Records supplied =
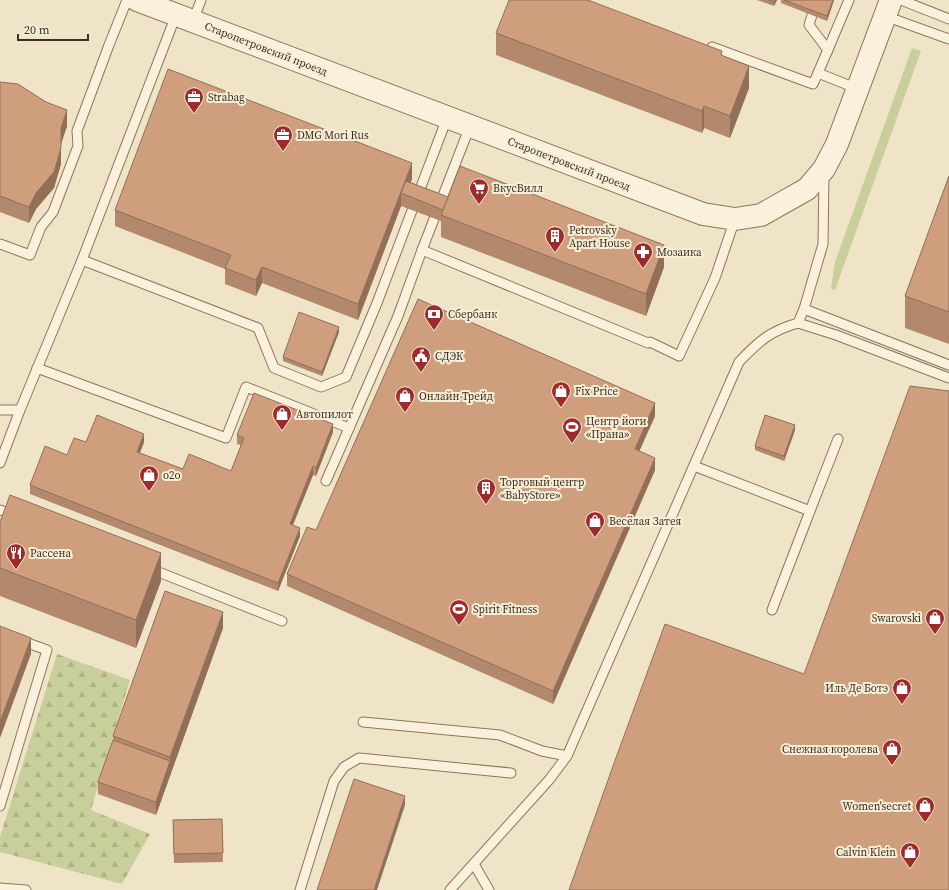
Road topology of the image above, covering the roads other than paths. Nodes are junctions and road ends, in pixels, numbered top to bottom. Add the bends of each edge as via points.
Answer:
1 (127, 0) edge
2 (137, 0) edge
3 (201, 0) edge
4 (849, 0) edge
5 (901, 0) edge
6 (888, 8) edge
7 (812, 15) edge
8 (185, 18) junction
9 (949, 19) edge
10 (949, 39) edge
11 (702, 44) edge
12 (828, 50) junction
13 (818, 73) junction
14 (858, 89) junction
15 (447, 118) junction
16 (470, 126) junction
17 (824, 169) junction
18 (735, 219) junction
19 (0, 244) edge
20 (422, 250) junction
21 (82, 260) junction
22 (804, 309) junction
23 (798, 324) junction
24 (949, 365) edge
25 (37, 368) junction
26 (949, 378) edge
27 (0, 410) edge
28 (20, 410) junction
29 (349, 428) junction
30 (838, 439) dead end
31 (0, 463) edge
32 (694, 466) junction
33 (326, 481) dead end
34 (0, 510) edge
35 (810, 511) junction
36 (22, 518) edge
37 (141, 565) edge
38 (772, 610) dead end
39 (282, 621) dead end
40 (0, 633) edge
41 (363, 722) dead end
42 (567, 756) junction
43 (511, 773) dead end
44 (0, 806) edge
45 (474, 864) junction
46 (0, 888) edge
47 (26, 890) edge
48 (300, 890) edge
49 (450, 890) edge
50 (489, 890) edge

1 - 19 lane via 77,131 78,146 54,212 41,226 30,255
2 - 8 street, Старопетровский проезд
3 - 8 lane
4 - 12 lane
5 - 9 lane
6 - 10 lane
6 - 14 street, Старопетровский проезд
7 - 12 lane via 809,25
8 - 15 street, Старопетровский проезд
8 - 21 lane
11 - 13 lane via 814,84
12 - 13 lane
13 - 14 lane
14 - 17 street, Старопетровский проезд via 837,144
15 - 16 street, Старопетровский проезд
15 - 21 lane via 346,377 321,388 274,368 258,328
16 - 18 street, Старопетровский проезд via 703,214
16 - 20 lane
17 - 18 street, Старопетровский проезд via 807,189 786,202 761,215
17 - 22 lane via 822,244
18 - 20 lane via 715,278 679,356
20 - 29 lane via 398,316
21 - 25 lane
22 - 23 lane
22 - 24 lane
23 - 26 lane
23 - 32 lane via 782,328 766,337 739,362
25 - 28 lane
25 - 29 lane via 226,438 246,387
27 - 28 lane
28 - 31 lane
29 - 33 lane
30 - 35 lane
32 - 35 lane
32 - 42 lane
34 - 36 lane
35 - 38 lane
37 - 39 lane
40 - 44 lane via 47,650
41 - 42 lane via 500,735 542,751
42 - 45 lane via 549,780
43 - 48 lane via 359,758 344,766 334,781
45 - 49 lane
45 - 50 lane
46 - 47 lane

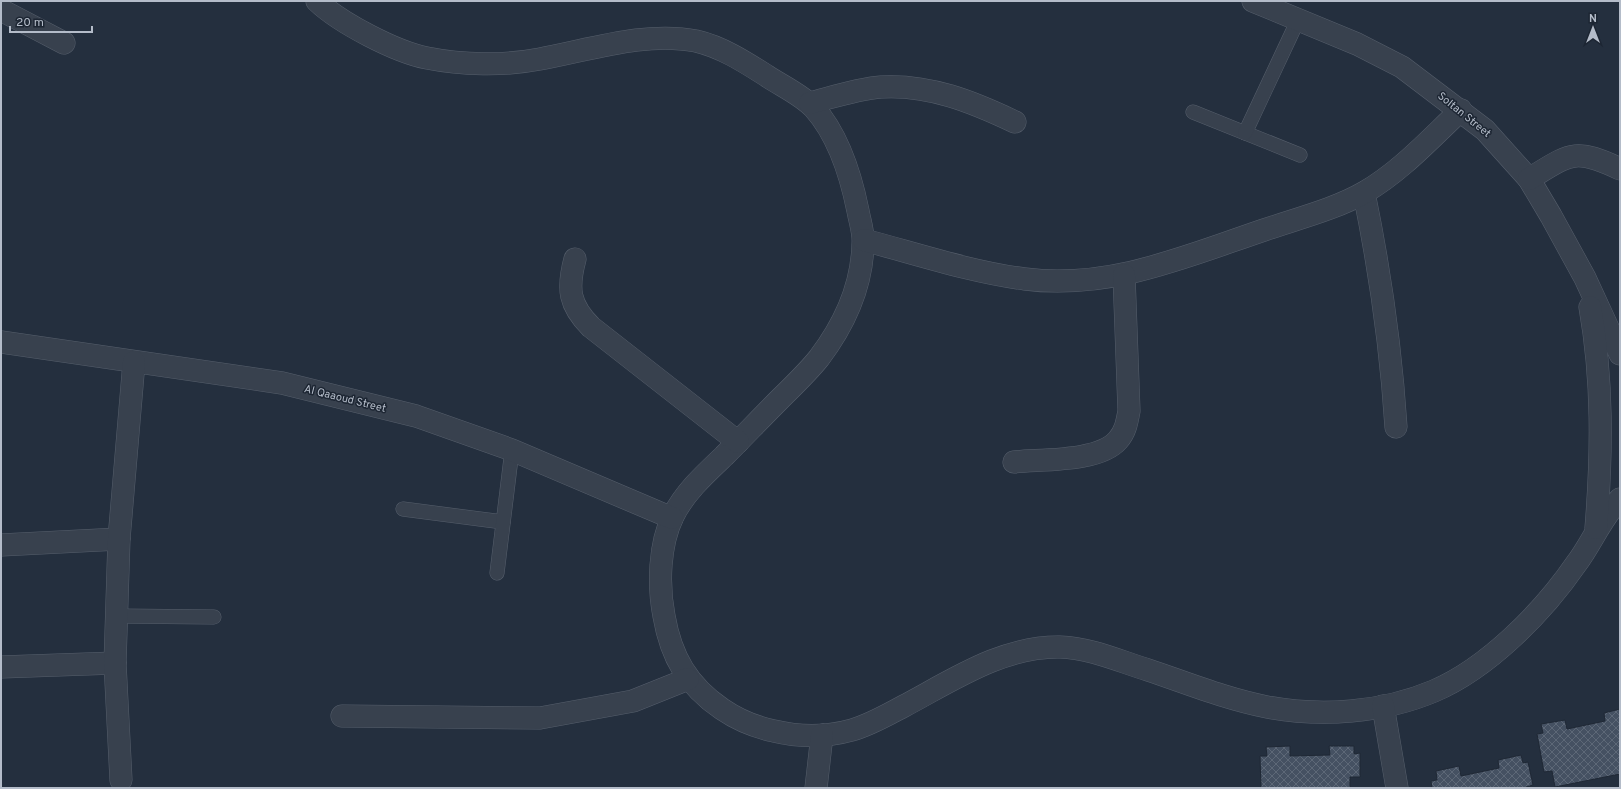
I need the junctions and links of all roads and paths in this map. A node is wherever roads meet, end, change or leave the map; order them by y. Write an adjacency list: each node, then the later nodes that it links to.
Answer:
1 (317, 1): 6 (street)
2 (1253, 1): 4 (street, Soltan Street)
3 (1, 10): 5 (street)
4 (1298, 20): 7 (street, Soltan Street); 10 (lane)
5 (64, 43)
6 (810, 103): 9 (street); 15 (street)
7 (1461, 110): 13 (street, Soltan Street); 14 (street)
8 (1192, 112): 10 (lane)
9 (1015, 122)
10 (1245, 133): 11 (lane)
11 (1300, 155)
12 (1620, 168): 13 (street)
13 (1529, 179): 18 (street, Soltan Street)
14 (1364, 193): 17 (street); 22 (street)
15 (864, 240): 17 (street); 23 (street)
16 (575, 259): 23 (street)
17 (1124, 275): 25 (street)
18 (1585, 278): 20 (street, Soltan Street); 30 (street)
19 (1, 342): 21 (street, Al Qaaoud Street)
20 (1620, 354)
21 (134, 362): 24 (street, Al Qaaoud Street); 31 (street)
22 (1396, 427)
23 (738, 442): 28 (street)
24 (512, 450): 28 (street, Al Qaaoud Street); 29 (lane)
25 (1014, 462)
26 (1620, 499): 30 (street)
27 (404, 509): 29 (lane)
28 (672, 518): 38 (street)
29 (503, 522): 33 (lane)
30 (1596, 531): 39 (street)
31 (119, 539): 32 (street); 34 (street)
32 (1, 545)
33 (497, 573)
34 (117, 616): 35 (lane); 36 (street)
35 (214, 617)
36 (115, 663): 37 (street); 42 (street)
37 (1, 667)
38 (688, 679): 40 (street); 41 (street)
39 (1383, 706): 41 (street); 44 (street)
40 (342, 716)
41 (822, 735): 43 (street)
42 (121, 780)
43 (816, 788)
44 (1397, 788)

--

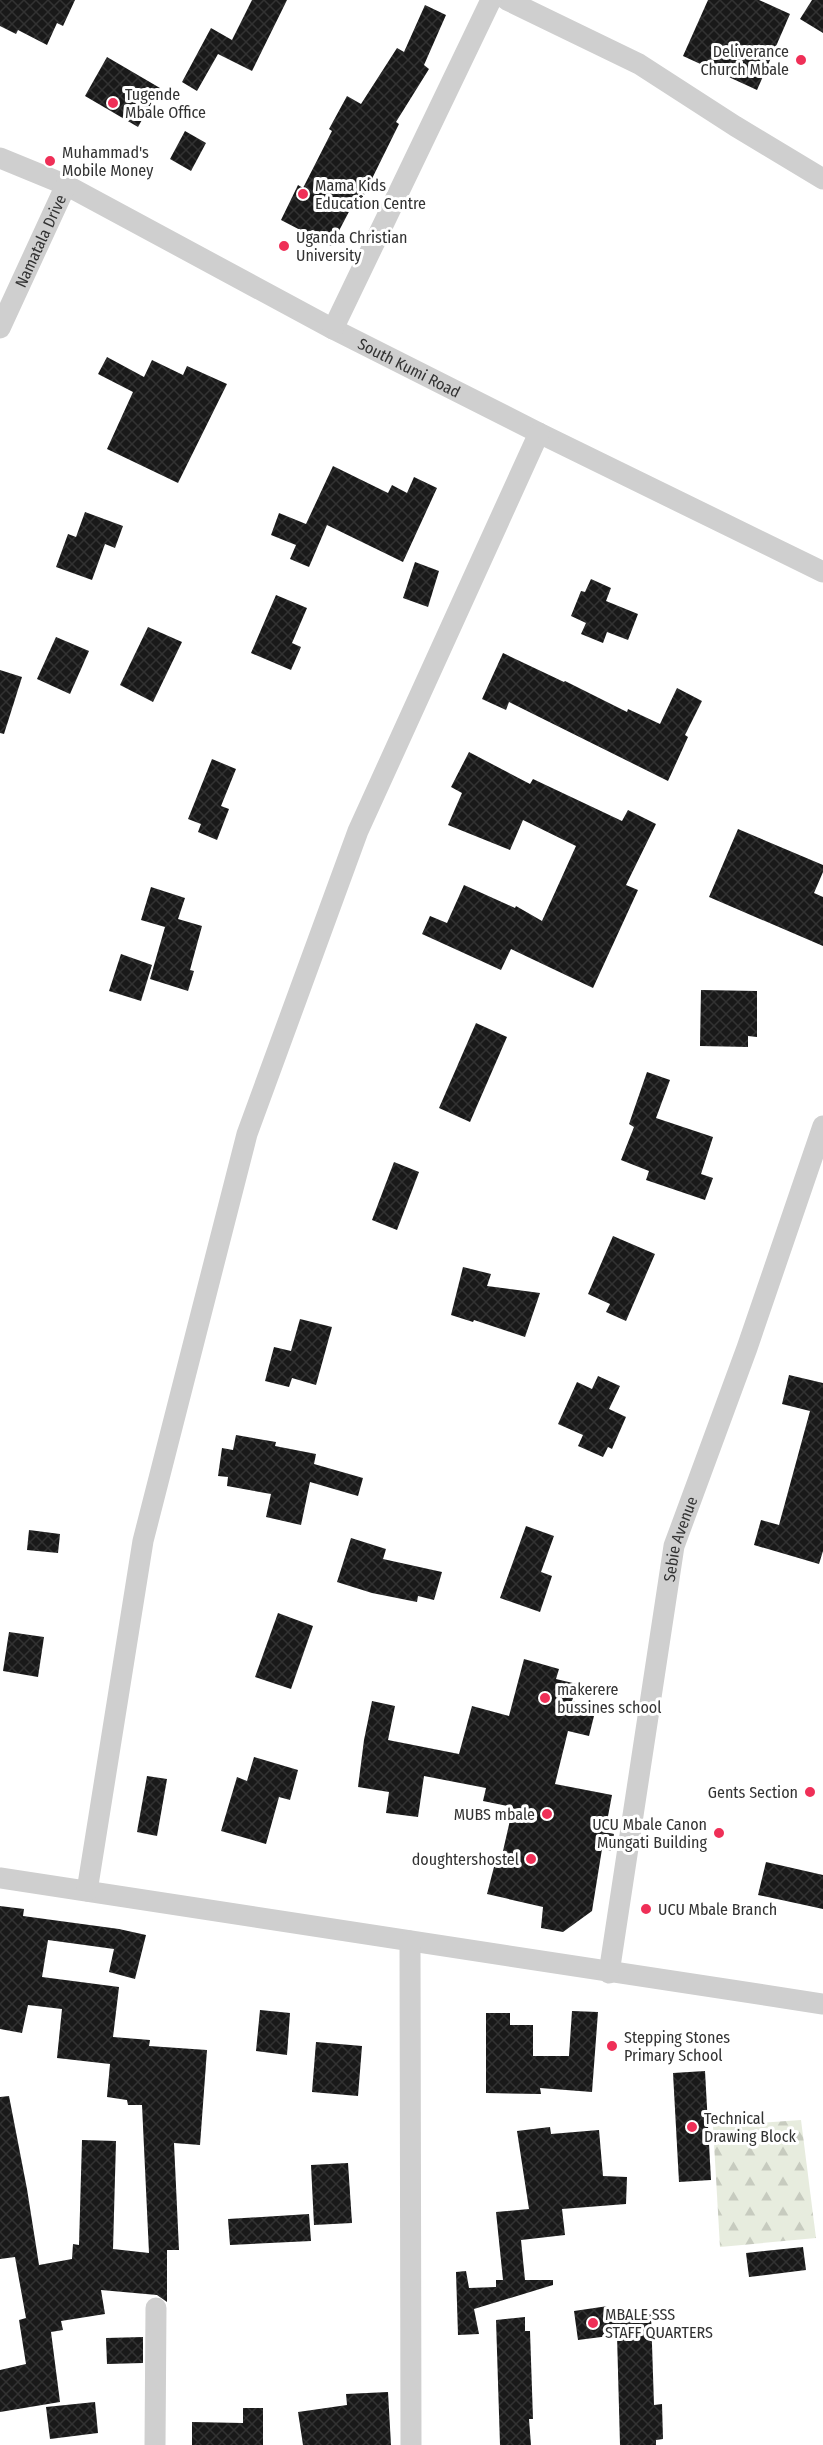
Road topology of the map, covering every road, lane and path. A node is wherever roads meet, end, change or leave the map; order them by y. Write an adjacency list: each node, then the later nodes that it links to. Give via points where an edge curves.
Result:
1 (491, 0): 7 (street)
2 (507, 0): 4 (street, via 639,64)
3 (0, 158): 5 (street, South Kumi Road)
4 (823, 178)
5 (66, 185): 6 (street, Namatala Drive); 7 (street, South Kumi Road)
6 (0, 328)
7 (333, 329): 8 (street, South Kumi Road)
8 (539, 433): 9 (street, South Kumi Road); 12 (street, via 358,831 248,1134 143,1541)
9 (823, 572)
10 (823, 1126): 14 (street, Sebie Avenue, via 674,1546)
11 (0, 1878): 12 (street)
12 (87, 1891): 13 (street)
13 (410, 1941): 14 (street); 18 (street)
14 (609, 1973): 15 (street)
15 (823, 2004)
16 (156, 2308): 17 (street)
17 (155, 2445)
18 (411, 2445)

What the task asks =
The expected output is one number, the tally of lines above containing "that".

Answer for the task =
2